Go over the data and keep only the lines that include "Diagonal".
========
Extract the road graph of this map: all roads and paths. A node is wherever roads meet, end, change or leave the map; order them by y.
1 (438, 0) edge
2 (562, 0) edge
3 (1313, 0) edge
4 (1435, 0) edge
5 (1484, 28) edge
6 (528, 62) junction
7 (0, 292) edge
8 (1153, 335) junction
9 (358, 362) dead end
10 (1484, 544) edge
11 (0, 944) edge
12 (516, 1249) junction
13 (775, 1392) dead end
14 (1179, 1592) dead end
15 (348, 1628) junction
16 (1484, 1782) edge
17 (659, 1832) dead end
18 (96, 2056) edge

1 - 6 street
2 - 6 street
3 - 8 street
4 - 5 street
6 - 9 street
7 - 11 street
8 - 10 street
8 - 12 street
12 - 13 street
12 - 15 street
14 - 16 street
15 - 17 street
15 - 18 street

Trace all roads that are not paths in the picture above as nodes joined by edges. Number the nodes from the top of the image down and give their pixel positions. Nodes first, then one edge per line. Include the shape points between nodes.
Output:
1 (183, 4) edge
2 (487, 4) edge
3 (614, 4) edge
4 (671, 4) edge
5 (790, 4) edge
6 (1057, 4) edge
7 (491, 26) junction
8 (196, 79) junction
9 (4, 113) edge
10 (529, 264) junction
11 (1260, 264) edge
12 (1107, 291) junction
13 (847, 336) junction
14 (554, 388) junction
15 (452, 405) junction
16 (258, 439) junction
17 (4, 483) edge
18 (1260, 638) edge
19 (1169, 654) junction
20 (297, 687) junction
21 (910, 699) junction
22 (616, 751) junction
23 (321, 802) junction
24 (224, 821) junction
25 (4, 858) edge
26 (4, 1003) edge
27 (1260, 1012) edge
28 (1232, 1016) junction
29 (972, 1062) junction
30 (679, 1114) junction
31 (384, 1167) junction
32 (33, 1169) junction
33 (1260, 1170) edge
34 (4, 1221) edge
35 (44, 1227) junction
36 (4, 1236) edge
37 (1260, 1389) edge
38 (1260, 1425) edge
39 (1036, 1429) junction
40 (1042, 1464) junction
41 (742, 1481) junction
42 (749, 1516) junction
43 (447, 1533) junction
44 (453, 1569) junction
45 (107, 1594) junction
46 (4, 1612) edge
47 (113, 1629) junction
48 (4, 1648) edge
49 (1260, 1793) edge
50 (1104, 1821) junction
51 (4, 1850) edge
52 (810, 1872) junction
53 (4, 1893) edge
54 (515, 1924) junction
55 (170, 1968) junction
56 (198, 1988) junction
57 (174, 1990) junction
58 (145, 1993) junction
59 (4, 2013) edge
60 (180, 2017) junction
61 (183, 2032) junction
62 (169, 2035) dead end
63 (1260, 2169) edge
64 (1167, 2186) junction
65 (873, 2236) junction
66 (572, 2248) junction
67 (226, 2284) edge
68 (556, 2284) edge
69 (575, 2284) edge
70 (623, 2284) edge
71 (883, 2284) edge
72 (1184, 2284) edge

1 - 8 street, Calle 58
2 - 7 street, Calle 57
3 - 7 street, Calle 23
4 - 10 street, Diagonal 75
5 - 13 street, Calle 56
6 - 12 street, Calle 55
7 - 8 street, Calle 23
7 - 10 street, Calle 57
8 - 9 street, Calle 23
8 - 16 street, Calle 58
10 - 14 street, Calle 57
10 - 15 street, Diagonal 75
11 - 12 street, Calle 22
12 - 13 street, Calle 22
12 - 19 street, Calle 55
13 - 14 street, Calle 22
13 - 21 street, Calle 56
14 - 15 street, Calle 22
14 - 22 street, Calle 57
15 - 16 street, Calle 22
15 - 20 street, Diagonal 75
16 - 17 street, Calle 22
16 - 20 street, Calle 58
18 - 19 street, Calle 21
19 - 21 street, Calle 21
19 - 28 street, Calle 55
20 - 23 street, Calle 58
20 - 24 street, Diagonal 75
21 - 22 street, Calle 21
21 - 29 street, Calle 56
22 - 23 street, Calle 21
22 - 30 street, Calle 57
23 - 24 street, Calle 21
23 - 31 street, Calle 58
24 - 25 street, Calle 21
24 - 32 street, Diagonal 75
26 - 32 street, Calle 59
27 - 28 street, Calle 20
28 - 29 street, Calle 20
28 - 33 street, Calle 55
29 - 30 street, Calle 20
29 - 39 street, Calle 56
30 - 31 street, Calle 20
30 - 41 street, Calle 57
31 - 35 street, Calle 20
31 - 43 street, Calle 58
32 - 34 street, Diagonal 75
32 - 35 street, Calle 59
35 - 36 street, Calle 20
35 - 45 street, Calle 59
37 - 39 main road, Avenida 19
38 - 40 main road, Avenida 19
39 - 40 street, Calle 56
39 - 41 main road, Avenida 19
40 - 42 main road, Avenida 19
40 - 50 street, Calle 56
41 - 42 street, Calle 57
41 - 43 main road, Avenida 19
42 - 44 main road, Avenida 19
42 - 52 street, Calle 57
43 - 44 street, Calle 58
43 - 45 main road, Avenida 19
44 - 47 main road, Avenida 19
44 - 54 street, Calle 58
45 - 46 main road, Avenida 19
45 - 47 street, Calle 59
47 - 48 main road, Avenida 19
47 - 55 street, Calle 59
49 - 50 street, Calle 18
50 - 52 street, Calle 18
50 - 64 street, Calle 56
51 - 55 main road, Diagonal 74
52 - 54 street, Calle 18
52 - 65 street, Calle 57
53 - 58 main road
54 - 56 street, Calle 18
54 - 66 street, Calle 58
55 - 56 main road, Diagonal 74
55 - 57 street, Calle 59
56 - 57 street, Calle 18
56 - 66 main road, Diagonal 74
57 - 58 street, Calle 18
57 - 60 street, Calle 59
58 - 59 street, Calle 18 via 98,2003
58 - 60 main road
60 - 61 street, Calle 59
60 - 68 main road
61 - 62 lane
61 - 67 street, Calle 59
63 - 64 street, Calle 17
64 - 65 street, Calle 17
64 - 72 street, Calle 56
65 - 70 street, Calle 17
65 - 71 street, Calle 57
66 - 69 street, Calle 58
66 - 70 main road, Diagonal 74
========
*TASK RESPONSE*.
4 - 10 street, Diagonal 75
10 - 15 street, Diagonal 75
15 - 20 street, Diagonal 75
20 - 24 street, Diagonal 75
24 - 32 street, Diagonal 75
32 - 34 street, Diagonal 75
51 - 55 main road, Diagonal 74
55 - 56 main road, Diagonal 74
56 - 66 main road, Diagonal 74
66 - 70 main road, Diagonal 74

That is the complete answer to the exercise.